The odd thing is, we see announcements about the issuance of nuisance lawsuits, but hardly ever read anything further about them. My guess is most cases get dismissed, but I’m sure studios will sometimes pay off a plaintiff just to get them to drop the suit. Indeed, I’ll bet that’s a line item in each studio’s annual budget. Curious as to what the legal term for those funds would be…
Anyway back to your original question, Eric, as the movie Ted demonstrates, the writer can be subject to a lawsuit. That seems odd to me because in the U.S., if a writer sells an original project to a studio, ownership of the copyright transfers to them. In effect, the buyer becomes the “author”. In that case, I’m not sure about actual legal liability on the part of the writer. Again, any legal eagles out there, please chime in with your expertise.

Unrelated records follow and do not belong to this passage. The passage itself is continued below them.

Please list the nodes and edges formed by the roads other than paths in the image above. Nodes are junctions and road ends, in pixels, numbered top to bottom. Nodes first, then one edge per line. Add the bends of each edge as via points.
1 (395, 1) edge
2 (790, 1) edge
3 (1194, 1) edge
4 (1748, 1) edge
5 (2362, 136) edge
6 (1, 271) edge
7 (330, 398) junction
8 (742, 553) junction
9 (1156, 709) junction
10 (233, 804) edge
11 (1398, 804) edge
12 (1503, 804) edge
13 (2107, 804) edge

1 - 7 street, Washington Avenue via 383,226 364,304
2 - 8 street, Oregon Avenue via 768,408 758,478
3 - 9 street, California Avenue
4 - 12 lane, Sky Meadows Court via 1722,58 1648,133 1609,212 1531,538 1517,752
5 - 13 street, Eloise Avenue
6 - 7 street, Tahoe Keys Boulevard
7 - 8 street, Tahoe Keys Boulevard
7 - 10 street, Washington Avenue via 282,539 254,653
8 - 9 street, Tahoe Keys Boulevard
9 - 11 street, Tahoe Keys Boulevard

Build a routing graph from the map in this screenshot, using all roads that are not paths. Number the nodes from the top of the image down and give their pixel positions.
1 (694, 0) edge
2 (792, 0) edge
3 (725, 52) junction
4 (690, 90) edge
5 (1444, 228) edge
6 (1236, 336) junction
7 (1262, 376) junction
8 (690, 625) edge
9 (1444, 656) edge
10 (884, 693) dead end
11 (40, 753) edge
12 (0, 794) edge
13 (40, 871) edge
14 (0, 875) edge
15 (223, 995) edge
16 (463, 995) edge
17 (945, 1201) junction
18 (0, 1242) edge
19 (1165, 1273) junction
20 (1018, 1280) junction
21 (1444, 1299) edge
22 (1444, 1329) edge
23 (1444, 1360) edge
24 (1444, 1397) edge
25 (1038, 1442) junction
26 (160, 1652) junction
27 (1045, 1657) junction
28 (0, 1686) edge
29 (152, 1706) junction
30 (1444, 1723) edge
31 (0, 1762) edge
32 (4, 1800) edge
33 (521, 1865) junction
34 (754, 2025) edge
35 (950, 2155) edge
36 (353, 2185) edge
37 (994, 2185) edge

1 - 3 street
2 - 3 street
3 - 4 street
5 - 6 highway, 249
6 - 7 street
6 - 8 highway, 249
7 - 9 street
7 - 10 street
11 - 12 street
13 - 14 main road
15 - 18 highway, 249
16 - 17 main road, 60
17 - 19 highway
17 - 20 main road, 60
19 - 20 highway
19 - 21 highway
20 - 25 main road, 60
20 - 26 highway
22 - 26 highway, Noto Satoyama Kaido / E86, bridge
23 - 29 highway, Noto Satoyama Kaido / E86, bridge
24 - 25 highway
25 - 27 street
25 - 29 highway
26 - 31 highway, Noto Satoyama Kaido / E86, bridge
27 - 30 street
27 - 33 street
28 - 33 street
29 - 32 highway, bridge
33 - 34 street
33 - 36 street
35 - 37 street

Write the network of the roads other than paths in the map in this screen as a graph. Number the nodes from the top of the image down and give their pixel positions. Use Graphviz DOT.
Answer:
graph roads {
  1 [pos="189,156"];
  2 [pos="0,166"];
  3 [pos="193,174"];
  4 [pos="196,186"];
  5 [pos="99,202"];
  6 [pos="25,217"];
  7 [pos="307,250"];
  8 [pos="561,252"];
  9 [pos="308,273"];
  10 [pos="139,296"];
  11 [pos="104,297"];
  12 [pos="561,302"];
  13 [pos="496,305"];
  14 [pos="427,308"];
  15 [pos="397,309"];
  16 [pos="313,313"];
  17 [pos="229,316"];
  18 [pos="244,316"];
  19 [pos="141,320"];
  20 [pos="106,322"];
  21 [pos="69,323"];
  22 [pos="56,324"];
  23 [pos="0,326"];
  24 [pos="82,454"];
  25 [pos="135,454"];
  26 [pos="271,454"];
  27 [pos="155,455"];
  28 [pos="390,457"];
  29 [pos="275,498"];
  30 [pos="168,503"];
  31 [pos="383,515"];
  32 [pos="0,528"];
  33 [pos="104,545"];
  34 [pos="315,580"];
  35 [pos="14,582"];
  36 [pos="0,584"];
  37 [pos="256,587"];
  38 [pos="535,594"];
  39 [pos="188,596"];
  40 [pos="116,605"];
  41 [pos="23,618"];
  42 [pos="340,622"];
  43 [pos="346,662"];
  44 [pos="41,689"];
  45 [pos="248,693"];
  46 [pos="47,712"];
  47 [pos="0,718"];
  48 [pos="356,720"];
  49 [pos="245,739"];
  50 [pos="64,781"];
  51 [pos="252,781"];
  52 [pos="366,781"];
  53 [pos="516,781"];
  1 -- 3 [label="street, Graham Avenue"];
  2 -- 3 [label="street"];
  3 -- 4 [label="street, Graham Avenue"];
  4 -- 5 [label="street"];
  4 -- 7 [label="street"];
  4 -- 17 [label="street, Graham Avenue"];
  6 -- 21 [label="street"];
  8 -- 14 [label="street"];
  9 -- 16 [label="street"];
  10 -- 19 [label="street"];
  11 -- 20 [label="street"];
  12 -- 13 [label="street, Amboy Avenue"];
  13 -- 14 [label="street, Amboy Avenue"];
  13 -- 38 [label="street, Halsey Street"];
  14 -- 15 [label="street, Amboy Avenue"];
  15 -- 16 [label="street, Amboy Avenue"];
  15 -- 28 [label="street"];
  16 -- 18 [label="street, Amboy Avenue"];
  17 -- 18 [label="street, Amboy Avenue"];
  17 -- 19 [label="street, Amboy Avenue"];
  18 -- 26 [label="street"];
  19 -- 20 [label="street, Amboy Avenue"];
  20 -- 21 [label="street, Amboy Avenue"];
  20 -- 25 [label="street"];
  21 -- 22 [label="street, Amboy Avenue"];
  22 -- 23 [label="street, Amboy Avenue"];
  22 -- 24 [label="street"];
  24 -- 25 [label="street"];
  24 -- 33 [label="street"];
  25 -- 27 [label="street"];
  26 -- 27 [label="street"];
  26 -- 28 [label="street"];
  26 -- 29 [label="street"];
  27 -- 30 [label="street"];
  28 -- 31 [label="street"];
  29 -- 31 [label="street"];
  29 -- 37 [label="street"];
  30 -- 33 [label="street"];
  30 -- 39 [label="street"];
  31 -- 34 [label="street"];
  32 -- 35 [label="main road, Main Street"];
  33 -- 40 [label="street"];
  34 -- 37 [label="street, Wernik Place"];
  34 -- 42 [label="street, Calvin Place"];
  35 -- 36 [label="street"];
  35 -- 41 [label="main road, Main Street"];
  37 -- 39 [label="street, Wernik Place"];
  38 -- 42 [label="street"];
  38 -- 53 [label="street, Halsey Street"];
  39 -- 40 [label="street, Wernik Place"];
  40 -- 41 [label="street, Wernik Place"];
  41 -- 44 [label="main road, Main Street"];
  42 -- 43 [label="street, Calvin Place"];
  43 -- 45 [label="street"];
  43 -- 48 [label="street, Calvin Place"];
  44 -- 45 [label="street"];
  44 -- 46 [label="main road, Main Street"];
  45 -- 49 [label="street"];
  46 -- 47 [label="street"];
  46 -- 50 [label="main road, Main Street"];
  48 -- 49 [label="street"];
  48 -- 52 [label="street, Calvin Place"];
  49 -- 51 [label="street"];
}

Of more relevance to writers relative to the subject:
* Nuisance lawsuits are making it harder and harder for outsiders to get material read by Hollywood buyers. To my knowledge, no studio and most agencies refuse to consider unsolicited material. Many managers and producers are more open to queries, but will often have you sign some sort of submission waiver release form. Bottom line: Frivolous lawsuits suck because they make it harder for aspiring writers to break into the business.
* If you bring a lawsuit against a studio, whether justified or not, it’s a pretty good bet you’ll have a hard time working in the business again… that is until you write a killer spec script which everyone wants in which case all is forgiven.
* A more pressing concern is the blurry area of sweepstakes pitching wherein multiple writers pitch their takes on one project. In theory, the studio or prod co could aggregate their favorite talking points from the round of pitches, then assign the project to a writer including those notes as being of their own inspiration. This can eventually lead to each of the sweepstakes pitchers sitting in a movie theater, looking at this bit or that which seems awfully similar to what they pitched… and there’s literally nothing the writer can do about it. If challenged, the studio can always say, “We had that idea before you pitched it to us.” Besides the writer doesn’t want to get on the bad side of a potential employer by getting all pissy with them.. This reality is just something that is part of the Open Writing Assignment circus. It’s your choice to enter the big tent… or stay outside.
Readers, what thoughts do you have on this matter? I look forward to any insight you may have on the subject.